The task: Write the data out again exactly, with every picture removed.

Exercise data:

#####

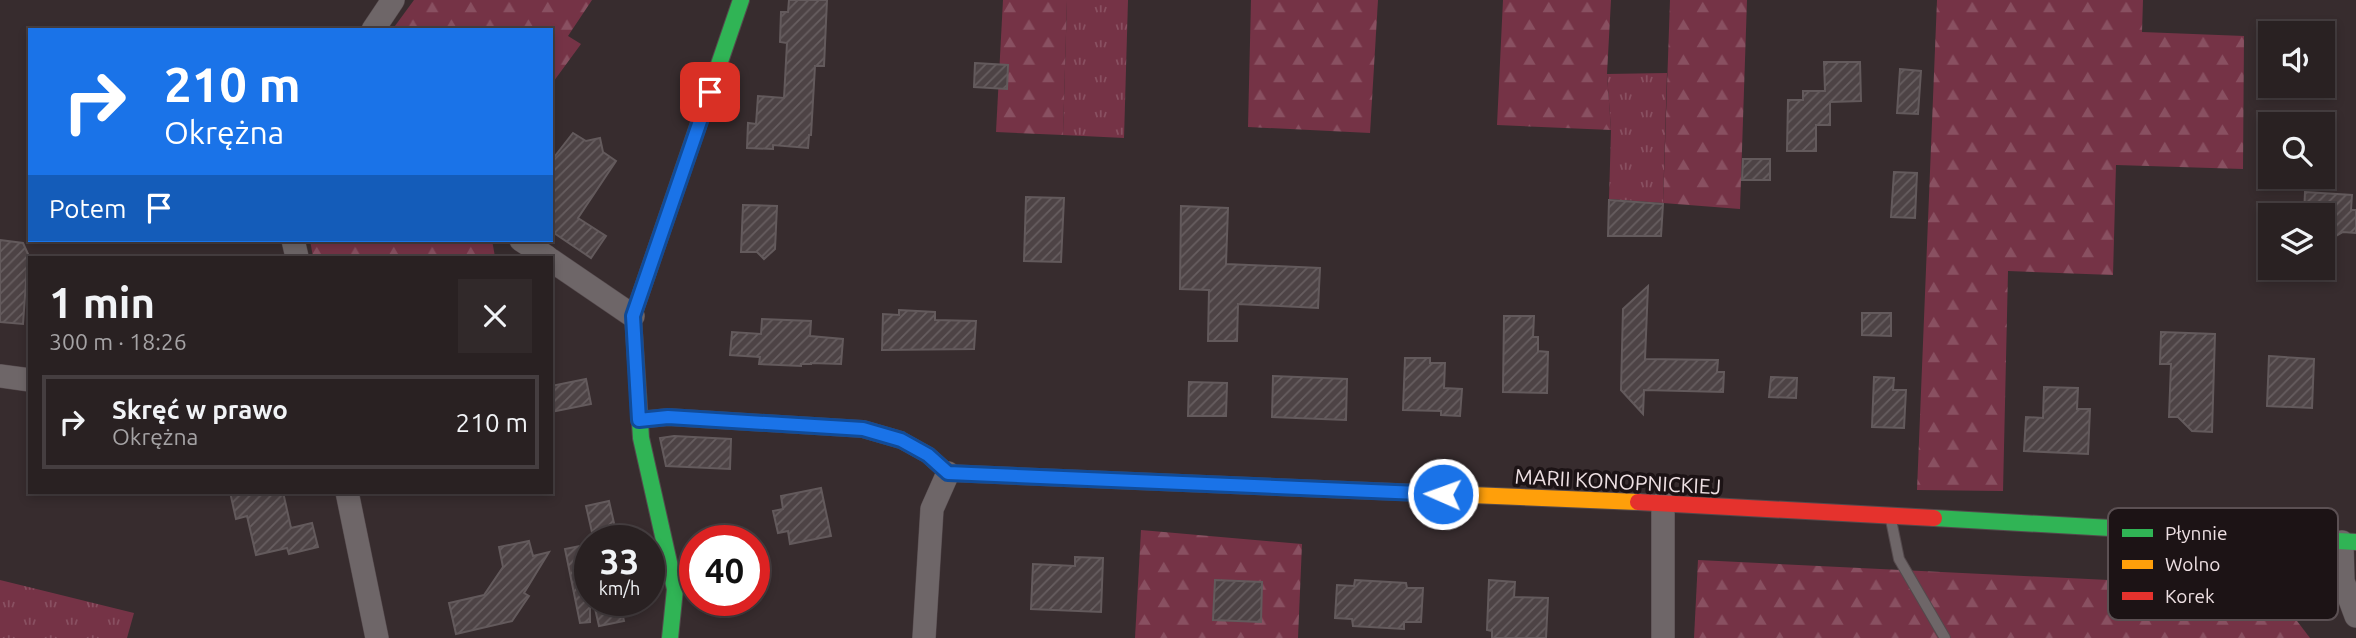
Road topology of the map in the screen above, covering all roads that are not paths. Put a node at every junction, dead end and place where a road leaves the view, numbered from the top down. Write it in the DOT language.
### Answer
graph roads {
  1 [pos="393,0"];
  2 [pos="741,0"];
  3 [pos="374,28"];
  4 [pos="524,242"];
  5 [pos="545,256"];
  6 [pos="553,262"];
  7 [pos="633,316"];
  8 [pos="0,376"];
  9 [pos="28,380"];
  10 [pos="639,420"];
  11 [pos="948,473"];
  12 [pos="347,494"];
  13 [pos="1663,503"];
  14 [pos="1890,517"];
  15 [pos="2108,529"];
  16 [pos="2349,542"];
  17 [pos="2356,616"];
  18 [pos="377,638"];
  19 [pos="670,638"];
  20 [pos="924,638"];
  21 [pos="1663,638"];
  22 [pos="1945,638"];
  1 -- 3 [label="street"];
  2 -- 7 [label="street"];
  4 -- 5 [label="street"];
  6 -- 7 [label="street"];
  7 -- 10 [label="street"];
  8 -- 9 [label="street"];
  10 -- 11 [label="street"];
  10 -- 19 [label="street"];
  11 -- 13 [label="street, MARII KONOPNICKIEJ"];
  11 -- 20 [label="street"];
  12 -- 18 [label="street"];
  13 -- 14 [label="street, MARII KONOPNICKIEJ"];
  13 -- 21 [label="street"];
  14 -- 15 [label="street, MARII KONOPNICKIEJ"];
  14 -- 22 [label="lane"];
  16 -- 17 [label="street"];
}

#####

Exercise answer:
Road topology of the map in the screen above, covering all roads that are not paths. Put a node at every junction, dead end and place where a road leaves the view, numbered from the top down. Write it in the DOT language.
### Answer
graph roads {
  1 [pos="393,0"];
  2 [pos="741,0"];
  3 [pos="374,28"];
  4 [pos="524,242"];
  5 [pos="545,256"];
  6 [pos="553,262"];
  7 [pos="633,316"];
  8 [pos="0,376"];
  9 [pos="28,380"];
  10 [pos="639,420"];
  11 [pos="948,473"];
  12 [pos="347,494"];
  13 [pos="1663,503"];
  14 [pos="1890,517"];
  15 [pos="2108,529"];
  16 [pos="2349,542"];
  17 [pos="2356,616"];
  18 [pos="377,638"];
  19 [pos="670,638"];
  20 [pos="924,638"];
  21 [pos="1663,638"];
  22 [pos="1945,638"];
  1 -- 3 [label="street"];
  2 -- 7 [label="street"];
  4 -- 5 [label="street"];
  6 -- 7 [label="street"];
  7 -- 10 [label="street"];
  8 -- 9 [label="street"];
  10 -- 11 [label="street"];
  10 -- 19 [label="street"];
  11 -- 13 [label="street, MARII KONOPNICKIEJ"];
  11 -- 20 [label="street"];
  12 -- 18 [label="street"];
  13 -- 14 [label="street, MARII KONOPNICKIEJ"];
  13 -- 21 [label="street"];
  14 -- 15 [label="street, MARII KONOPNICKIEJ"];
  14 -- 22 [label="lane"];
  16 -- 17 [label="street"];
}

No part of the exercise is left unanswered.